An en banc decision from the Federal Circuit last week overruled a line of cases governing the interpretation of functional claim language, calling into question how courts, the PTO, and industry will treat such language in the future.
In Williamson v. Citrix Online, LLC, et al., No. 2013-1130 (Fed. Cir. June 16, 2015) (en banc as to Part II.C.1), the Federal Circuit struck down the “strong,” “not readily overcome” presumption that a claim element lacking the word “means” should not be interpreted as a means-plus-function element governed by § 112, para. 6 (now § 112(f)). In its place, the Court appeared to revert to its pre-2004 precedent which applied only a simple presumption. See, e.g., Personalized Media Communications, LLC v. International Trade Commission, 161 F.3d 696, 703–04 (Fed. Cir. 1998) (citing cases). The Court articulated the new standard as follows:
The standard is whether the words of the claim are understood by persons of ordinary skill in the art to have a sufficiently definite meaning as the name for structure. Greenberg, 91 F.3d at 1583. When a claim term lacks the word “means,” the presumption can be overcome and § 112, para. 6 will apply if the challenger demonstrates that the claim term fails to “recite sufficiently definite structure” or else recites “function without reciting sufficient structure for performing that function.” Watts, 232 F.3d at 880.
Slip op. at 16.
The Court cited several justifications for its holding.

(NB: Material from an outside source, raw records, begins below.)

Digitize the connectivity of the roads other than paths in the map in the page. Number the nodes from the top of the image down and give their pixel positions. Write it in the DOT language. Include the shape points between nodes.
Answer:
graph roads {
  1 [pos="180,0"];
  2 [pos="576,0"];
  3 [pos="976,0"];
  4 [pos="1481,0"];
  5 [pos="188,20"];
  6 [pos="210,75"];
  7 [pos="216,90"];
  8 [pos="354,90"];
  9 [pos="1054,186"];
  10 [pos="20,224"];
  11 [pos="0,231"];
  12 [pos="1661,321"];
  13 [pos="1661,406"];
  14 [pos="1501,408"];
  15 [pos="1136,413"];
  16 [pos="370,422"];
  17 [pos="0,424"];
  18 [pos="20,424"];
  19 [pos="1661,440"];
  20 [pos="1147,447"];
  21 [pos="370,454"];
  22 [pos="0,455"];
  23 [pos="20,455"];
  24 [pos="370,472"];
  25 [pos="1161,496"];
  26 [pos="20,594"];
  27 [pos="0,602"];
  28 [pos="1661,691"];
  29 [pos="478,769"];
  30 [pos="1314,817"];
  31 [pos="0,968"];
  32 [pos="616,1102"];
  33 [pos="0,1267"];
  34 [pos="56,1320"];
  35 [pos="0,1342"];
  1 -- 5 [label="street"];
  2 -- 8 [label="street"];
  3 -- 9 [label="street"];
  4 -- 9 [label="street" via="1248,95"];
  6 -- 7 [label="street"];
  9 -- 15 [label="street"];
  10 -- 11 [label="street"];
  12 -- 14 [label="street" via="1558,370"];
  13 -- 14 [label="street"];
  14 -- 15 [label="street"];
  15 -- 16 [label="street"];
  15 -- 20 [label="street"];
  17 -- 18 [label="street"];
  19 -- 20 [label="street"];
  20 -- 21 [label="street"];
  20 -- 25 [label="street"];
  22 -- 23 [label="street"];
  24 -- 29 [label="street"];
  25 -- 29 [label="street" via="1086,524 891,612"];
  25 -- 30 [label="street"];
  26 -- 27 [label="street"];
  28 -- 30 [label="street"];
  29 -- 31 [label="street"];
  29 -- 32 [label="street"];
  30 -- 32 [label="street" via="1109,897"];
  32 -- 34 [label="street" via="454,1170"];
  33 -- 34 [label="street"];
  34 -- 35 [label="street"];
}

It asserted that the heightened presumption “is uncertain in meaning and application,” “has the inappropriate practical effect of placing a thumb on what should otherwise be a balanced analytical scale,” “has shifted the balance struck by Congress in passing § 112, para. 6,” and “has resulted in a proliferation of functional claiming untethered to § 112, para. 6 and free of the strictures set forth in the statute.” Slip op. at 15.

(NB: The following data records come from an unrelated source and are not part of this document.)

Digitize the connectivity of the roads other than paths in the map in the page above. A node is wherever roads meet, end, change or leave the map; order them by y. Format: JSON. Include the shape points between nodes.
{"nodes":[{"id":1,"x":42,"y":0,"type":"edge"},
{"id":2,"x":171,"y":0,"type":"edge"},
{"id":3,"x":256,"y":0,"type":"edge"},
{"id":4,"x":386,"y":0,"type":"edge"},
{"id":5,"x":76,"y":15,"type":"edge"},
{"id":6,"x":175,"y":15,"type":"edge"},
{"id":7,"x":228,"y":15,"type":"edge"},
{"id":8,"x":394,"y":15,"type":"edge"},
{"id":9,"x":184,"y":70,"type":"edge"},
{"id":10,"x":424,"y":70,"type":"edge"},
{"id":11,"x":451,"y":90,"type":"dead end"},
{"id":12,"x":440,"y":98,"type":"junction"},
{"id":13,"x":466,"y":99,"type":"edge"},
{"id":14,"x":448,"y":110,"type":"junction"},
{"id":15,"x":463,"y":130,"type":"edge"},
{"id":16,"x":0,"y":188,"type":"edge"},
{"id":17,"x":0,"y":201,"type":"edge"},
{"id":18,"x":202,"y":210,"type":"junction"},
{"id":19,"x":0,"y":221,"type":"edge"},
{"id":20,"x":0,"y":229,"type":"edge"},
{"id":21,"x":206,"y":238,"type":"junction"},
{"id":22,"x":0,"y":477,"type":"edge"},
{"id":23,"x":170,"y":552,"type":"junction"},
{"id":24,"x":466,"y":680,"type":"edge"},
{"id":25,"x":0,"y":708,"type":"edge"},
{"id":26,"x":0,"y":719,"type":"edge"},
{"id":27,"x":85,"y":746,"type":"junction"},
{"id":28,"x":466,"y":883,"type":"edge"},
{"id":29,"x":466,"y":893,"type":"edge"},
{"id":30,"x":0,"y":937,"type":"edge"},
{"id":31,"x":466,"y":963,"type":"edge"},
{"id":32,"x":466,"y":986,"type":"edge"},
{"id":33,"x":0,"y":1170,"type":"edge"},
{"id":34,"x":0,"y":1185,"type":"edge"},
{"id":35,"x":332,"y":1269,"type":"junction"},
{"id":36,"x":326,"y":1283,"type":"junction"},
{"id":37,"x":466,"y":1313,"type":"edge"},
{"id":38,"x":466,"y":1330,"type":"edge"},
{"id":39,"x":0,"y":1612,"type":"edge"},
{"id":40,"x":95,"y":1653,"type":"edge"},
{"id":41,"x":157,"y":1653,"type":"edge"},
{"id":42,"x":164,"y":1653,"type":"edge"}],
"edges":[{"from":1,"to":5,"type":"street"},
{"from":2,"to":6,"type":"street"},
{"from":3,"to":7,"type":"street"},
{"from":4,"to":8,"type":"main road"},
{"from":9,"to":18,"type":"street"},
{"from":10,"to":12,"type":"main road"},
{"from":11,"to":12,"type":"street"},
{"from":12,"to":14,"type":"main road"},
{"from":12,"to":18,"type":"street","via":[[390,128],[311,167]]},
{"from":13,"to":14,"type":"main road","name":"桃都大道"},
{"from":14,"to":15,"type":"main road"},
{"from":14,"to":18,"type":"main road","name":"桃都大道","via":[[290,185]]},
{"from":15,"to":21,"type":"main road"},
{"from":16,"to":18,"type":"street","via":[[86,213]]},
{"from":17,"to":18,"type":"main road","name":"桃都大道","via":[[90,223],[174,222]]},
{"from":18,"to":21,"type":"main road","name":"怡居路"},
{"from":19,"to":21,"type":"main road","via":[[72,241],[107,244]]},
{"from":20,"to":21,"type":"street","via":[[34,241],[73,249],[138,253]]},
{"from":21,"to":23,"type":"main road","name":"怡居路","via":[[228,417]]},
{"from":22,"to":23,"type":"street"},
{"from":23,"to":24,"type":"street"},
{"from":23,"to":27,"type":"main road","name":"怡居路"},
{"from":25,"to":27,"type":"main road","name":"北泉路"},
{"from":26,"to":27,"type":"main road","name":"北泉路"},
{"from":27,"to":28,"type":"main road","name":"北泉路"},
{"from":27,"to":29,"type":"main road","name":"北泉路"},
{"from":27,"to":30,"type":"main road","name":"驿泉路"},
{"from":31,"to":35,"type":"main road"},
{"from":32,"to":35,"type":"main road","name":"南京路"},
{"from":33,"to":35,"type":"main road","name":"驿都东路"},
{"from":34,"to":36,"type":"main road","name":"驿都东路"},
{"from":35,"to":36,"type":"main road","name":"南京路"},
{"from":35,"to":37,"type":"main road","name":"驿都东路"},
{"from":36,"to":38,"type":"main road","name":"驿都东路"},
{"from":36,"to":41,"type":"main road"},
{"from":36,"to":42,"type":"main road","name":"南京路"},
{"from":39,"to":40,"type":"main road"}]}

The ramifications of the decision may be significant. Once a claim element is classified as means-plus-function, § 112, para. 6 comes into play. That can change the claim construction analysis:
Construing a means-plus-function claim term is a two-step process. The court must first identify the claimed function. Noah Sys., Inc. v. Intuit Inc., 675 F.3d 1302, 1311 (Fed. Cir. 2012). Then, the court must determine what structure, if any, disclosed in the specification corresponds to the claimed function. Where there are multiple claimed functions, as we have here, the patentee must disclose adequate corresponding structure to perform all of the claimed functions. Id. at 1318–19. If the patentee fails to disclose adequate corresponding structure, the claim is indefinite. Id. at 1311–12.
Slip op. at 20. The decision could therefore affect the interpretation of many claims which had been drafted based on the old standard. It also suggests that claim drafters prospectively need to be careful to disclose sufficient structure in the claim language.
However, despite its sweeping language, the decision may ultimately be construed more narrowly based on its facts. For example, courts may apply the rule only when an element contains a generic term like “module” (or, as stated, in the dicta, “element,” “mechanism” or “device”), as opposed to “means,” in conjunction with a purely functional description of that term. The Federal Circuit referred to those kinds of terms as “nonce words.” Slip op. at 17, 18.
The decision also appears to shift more deference to the district court to decide these issues. By emphasizing that the question comes down to “whether the words of the claim are understood by persons of ordinary skill in the art to have a sufficiently definite meaning as the name for structure,” the Federal Circuit suggests that the issue is one of fact and subject to expert testimony. As a result, review of the determination by the district court would be for “clear error” under the Supreme Court’s recent decision in Teva Pharmaceuticals USA, Inc. v. Sandoz, Inc., No. 13-854, — U.S. — (Jan. 20, 2015), rather than de novo.
The bottom line is that while there now may be less certainty in the interpretation of functional claim elements, there is a higher likelihood that those determinations will be resolved at the district court level.
The case is Williamson v. Citrix Online, LLC, et al., No. 2013-1130 (Fed. Cir. June 16, 2015).